(Collected data)
|---|

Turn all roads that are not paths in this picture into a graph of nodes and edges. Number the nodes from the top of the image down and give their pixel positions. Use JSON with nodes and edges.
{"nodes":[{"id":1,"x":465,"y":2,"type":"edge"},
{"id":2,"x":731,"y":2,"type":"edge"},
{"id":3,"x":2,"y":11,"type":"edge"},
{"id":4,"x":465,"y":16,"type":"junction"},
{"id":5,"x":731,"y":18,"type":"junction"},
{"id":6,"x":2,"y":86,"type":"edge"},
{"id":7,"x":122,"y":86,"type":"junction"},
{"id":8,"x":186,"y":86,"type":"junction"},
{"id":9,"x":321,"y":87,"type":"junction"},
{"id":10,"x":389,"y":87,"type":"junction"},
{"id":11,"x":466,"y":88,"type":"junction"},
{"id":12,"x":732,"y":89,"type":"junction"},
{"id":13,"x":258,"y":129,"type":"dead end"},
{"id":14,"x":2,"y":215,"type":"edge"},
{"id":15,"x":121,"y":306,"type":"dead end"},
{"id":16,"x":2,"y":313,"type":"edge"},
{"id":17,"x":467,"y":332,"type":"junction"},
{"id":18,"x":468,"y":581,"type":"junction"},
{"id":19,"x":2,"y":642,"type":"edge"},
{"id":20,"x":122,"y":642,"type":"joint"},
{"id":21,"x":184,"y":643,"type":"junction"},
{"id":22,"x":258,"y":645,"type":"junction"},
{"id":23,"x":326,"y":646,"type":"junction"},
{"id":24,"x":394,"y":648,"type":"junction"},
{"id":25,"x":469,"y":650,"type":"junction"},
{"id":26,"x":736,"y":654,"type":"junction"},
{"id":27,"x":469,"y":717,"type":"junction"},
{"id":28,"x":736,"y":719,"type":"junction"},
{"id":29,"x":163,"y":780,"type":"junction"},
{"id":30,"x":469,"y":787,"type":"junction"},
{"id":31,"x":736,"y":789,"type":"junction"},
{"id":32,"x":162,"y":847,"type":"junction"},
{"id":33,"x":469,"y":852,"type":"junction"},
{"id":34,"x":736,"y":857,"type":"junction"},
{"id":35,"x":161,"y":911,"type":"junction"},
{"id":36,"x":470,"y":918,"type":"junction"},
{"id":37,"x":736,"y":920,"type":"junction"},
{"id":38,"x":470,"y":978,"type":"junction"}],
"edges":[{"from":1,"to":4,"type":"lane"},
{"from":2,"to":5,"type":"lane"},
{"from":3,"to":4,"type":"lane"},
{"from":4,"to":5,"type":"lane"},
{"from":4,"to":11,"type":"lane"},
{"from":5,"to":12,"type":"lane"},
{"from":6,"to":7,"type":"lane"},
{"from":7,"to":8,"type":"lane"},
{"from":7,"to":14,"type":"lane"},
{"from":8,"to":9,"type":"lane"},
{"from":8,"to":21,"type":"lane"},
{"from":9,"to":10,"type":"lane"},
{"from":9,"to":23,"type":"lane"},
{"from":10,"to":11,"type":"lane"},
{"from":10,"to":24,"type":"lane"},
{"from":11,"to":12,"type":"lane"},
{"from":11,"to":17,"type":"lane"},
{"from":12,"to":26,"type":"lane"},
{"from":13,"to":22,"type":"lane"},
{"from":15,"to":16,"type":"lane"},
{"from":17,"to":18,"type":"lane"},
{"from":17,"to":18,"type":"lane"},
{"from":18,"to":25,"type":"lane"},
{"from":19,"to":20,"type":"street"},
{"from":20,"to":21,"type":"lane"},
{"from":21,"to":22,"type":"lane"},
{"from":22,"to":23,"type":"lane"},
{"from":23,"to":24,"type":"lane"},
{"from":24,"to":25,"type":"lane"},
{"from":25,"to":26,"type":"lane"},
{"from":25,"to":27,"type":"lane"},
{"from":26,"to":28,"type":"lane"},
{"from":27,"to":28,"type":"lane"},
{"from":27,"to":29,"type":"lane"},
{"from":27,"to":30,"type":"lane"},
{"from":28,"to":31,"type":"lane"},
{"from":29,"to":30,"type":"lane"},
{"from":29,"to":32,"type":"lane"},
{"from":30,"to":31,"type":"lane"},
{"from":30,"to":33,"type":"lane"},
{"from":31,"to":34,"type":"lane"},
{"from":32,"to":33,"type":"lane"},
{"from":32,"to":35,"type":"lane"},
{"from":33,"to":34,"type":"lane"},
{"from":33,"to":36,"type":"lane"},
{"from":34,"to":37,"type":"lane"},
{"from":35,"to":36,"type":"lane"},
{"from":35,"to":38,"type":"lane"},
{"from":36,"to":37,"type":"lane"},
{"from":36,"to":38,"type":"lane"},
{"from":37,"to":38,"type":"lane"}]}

|---|

What is being asked - Only the lines that contain the string "nodes" are to be copied from the records.

Final answer -
Turn all roads that are not paths in this picture into a graph of nodes and edges. Number the nodes from the top of the image down and give their pixel positions. Use JSON with nodes and edges.
{"nodes":[{"id":1,"x":465,"y":2,"type":"edge"},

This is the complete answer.